An FDA inspection of Leo Mascarenhas, MD, a clinical investigator at Children's Hospital Los Angeles, was conducted from June 17 to July 1, 2014. This pre-approval inspection, falling under Compliance Program 7348.811 for clinical and sponsor-investigators, evaluated the site's conduct of Protocol #ANBL0032 for high-risk neuroblastoma, sponsored by United Therapeutics Corporation. While no formal FDA 483 observations were issued, several critical concerns were discussed with site management. These included two instances of delayed reporting for Grade 4 adverse events to the Adverse Event Expedited Reports (AdEERS) system and one to the Institutional Review Board (IRB), exceeding protocol-mandated timeframes.

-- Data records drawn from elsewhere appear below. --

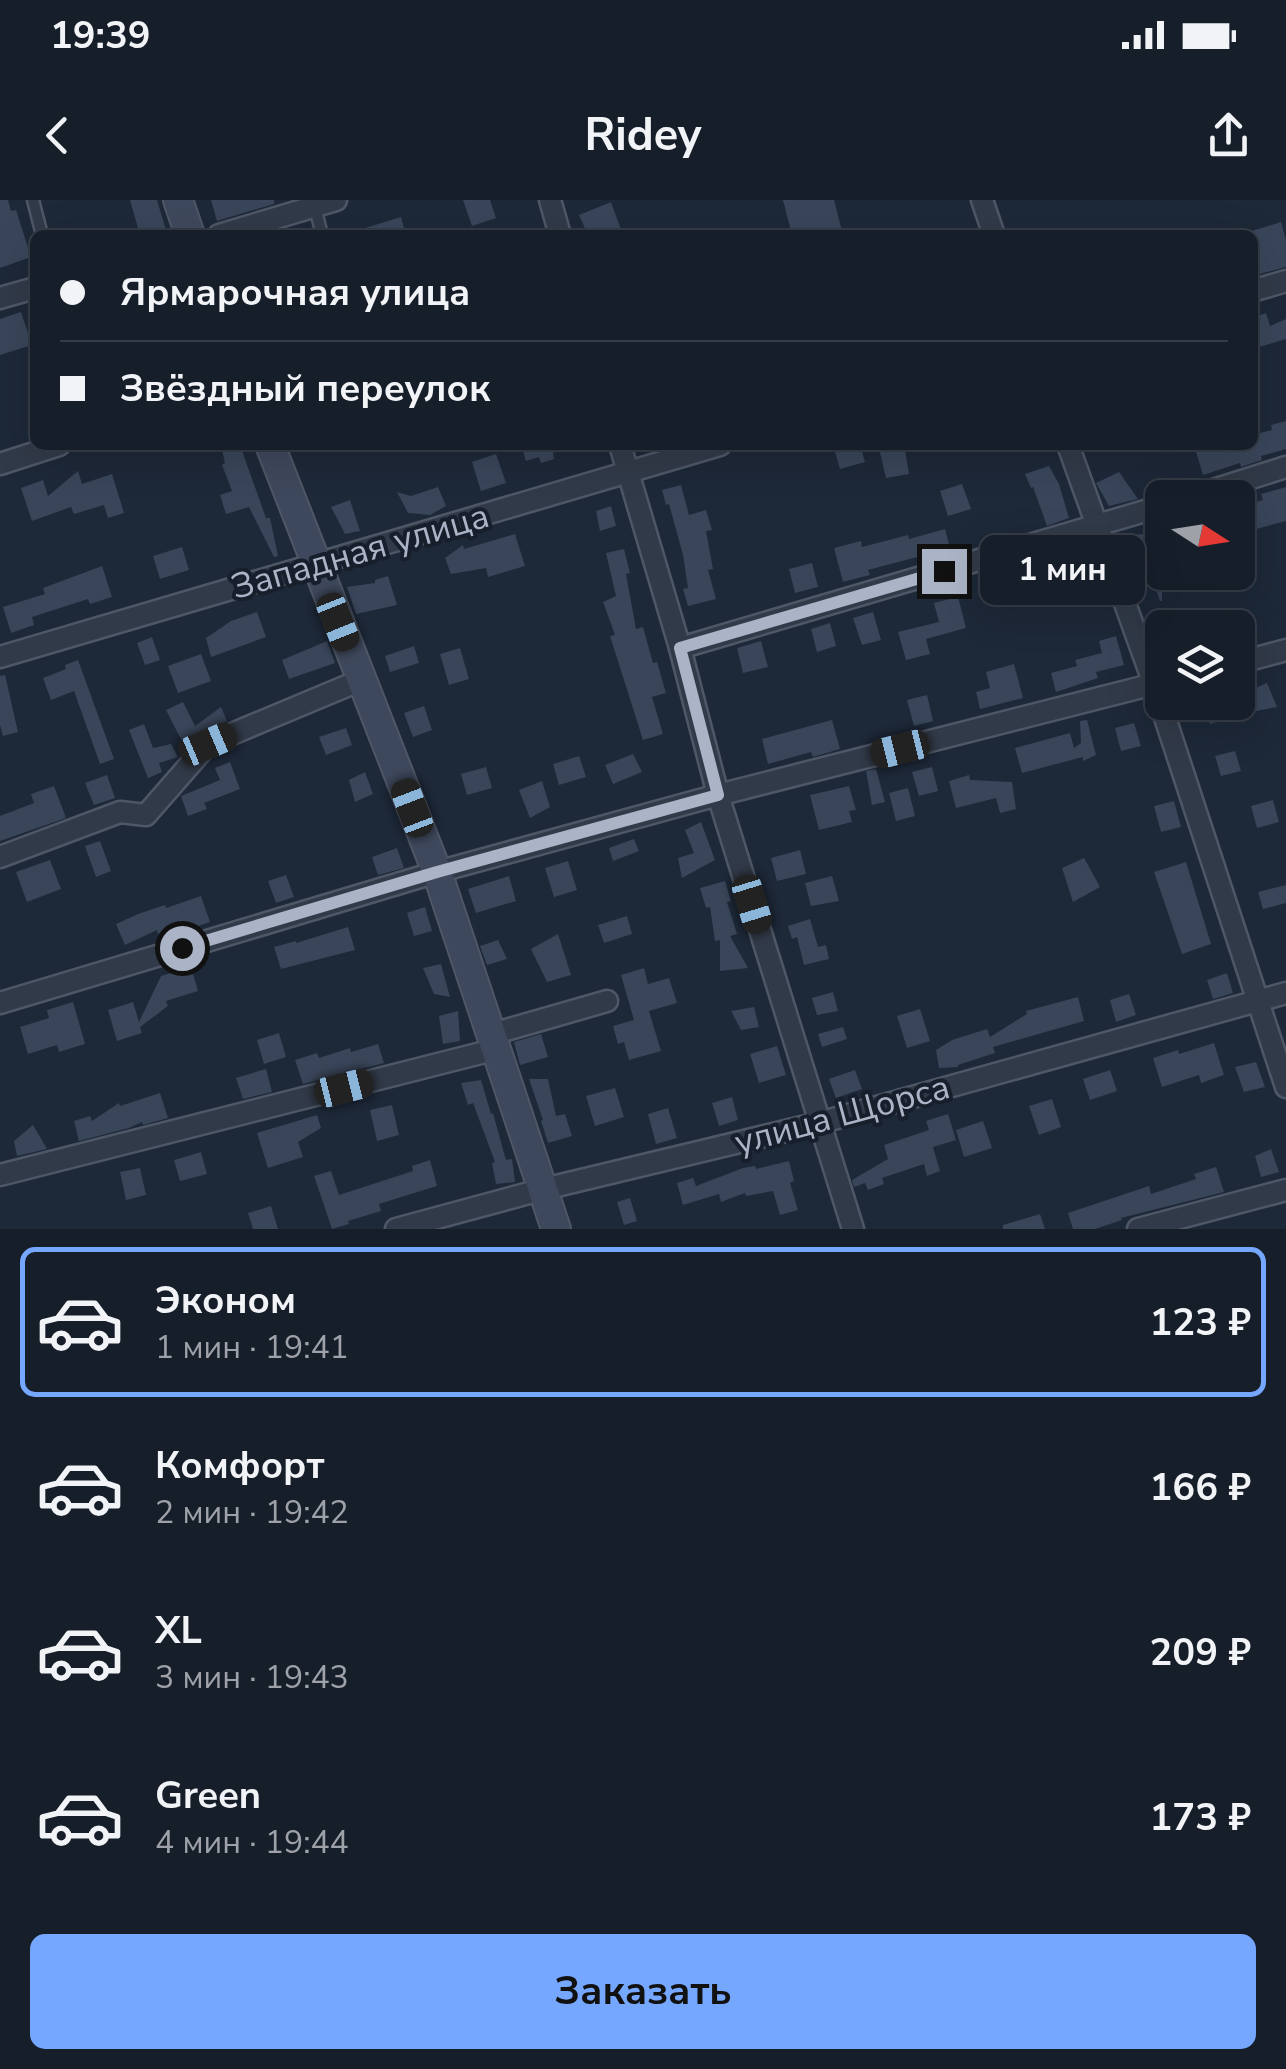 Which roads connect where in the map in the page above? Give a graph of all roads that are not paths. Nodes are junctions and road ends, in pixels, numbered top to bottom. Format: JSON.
{"nodes":[{"id":1,"x":33,"y":200,"type":"edge"},
{"id":2,"x":178,"y":200,"type":"edge"},
{"id":3,"x":336,"y":200,"type":"edge"},
{"id":4,"x":550,"y":200,"type":"edge"},
{"id":5,"x":982,"y":200,"type":"edge"},
{"id":6,"x":315,"y":206,"type":"junction"},
{"id":7,"x":41,"y":230,"type":"edge"},
{"id":8,"x":188,"y":230,"type":"edge"},
{"id":9,"x":236,"y":230,"type":"edge"},
{"id":10,"x":321,"y":230,"type":"edge"},
{"id":11,"x":559,"y":230,"type":"edge"},
{"id":12,"x":992,"y":230,"type":"edge"},
{"id":13,"x":1286,"y":281,"type":"edge"},
{"id":14,"x":1258,"y":288,"type":"edge"},
{"id":15,"x":30,"y":289,"type":"edge"},
{"id":16,"x":0,"y":298,"type":"edge"},
{"id":17,"x":43,"y":450,"type":"edge"},
{"id":18,"x":272,"y":450,"type":"edge"},
{"id":19,"x":621,"y":450,"type":"edge"},
{"id":20,"x":703,"y":450,"type":"edge"},
{"id":21,"x":1070,"y":450,"type":"edge"},
{"id":22,"x":0,"y":464,"type":"edge"},
{"id":23,"x":1286,"y":466,"type":"edge"},
{"id":24,"x":628,"y":472,"type":"junction"},
{"id":25,"x":1243,"y":480,"type":"edge"},
{"id":26,"x":1145,"y":511,"type":"edge"},
{"id":27,"x":1096,"y":527,"type":"junction"},
{"id":28,"x":316,"y":564,"type":"junction"},
{"id":29,"x":680,"y":648,"type":"junction"},
{"id":30,"x":1145,"y":650,"type":"edge"},
{"id":31,"x":1286,"y":650,"type":"edge"},
{"id":32,"x":0,"y":657,"type":"edge"},
{"id":33,"x":1255,"y":658,"type":"edge"},
{"id":34,"x":361,"y":680,"type":"junction"},
{"id":35,"x":1145,"y":686,"type":"edge"},
{"id":36,"x":1170,"y":720,"type":"edge"},
{"id":37,"x":718,"y":795,"type":"junction"},
{"id":38,"x":0,"y":857,"type":"edge"},
{"id":39,"x":437,"y":872,"type":"junction"},
{"id":40,"x":1286,"y":992,"type":"edge"},
{"id":41,"x":1257,"y":1000,"type":"junction"},
{"id":42,"x":607,"y":1001,"type":"dead end"},
{"id":43,"x":0,"y":1003,"type":"edge"},
{"id":44,"x":494,"y":1042,"type":"junction"},
{"id":45,"x":1286,"y":1087,"type":"edge"},
{"id":46,"x":819,"y":1123,"type":"junction"},
{"id":47,"x":0,"y":1175,"type":"edge"},
{"id":48,"x":544,"y":1189,"type":"junction"},
{"id":49,"x":1286,"y":1190,"type":"edge"},
{"id":50,"x":396,"y":1229,"type":"edge"},
{"id":51,"x":556,"y":1229,"type":"edge"},
{"id":52,"x":853,"y":1229,"type":"edge"},
{"id":53,"x":1138,"y":1229,"type":"edge"}],
"edges":[{"from":1,"to":7,"type":"lane"},
{"from":2,"to":8,"type":"street"},
{"from":3,"to":6,"type":"street"},
{"from":4,"to":11,"type":"street"},
{"from":5,"to":12,"type":"street"},
{"from":6,"to":9,"type":"street"},
{"from":6,"to":10,"type":"lane"},
{"from":13,"to":14,"type":"street"},
{"from":15,"to":16,"type":"street"},
{"from":17,"to":22,"type":"street"},
{"from":18,"to":28,"type":"street"},
{"from":19,"to":24,"type":"street"},
{"from":20,"to":24,"type":"street","name":"Западная улица"},
{"from":21,"to":27,"type":"street"},
{"from":23,"to":25,"type":"street"},
{"from":24,"to":28,"type":"street","name":"Западная улица"},
{"from":24,"to":29,"type":"street"},
{"from":26,"to":27,"type":"street"},
{"from":27,"to":29,"type":"street"},
{"from":27,"to":30,"type":"street"},
{"from":28,"to":32,"type":"street","name":"Западная улица"},
{"from":28,"to":34,"type":"street"},
{"from":29,"to":37,"type":"street"},
{"from":31,"to":33,"type":"street"},
{"from":34,"to":38,"type":"street"},
{"from":34,"to":39,"type":"street"},
{"from":35,"to":37,"type":"street"},
{"from":36,"to":41,"type":"street"},
{"from":37,"to":39,"type":"street"},
{"from":37,"to":46,"type":"street"},
{"from":39,"to":43,"type":"street"},
{"from":39,"to":44,"type":"street"},
{"from":40,"to":41,"type":"street","name":"улица Щорса"},
{"from":41,"to":45,"type":"street"},
{"from":41,"to":46,"type":"street","name":"улица Щорса"},
{"from":42,"to":44,"type":"street"},
{"from":44,"to":47,"type":"street"},
{"from":44,"to":48,"type":"street"},
{"from":46,"to":48,"type":"street","name":"улица Щорса"},
{"from":46,"to":52,"type":"street"},
{"from":48,"to":50,"type":"street","name":"улица Щорса"},
{"from":48,"to":51,"type":"street"},
{"from":49,"to":53,"type":"street"}]}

The inspection also identified inaccurate reporting of white blood cell laboratory data on Case Report Forms, stemming from a failure to convert units. Significant gaps were noted in training documentation for the study's 2003 initiation and a 2010 amendment. Additionally, the investigational pharmacy lacked physical segregation for study drugs from commercial products, and a protocol amendment in 2004 was submitted to the IRB 3.5 months late. The site was advised to address these deficiencies to ensure adherence to regulatory standards and Good Clinical Practice.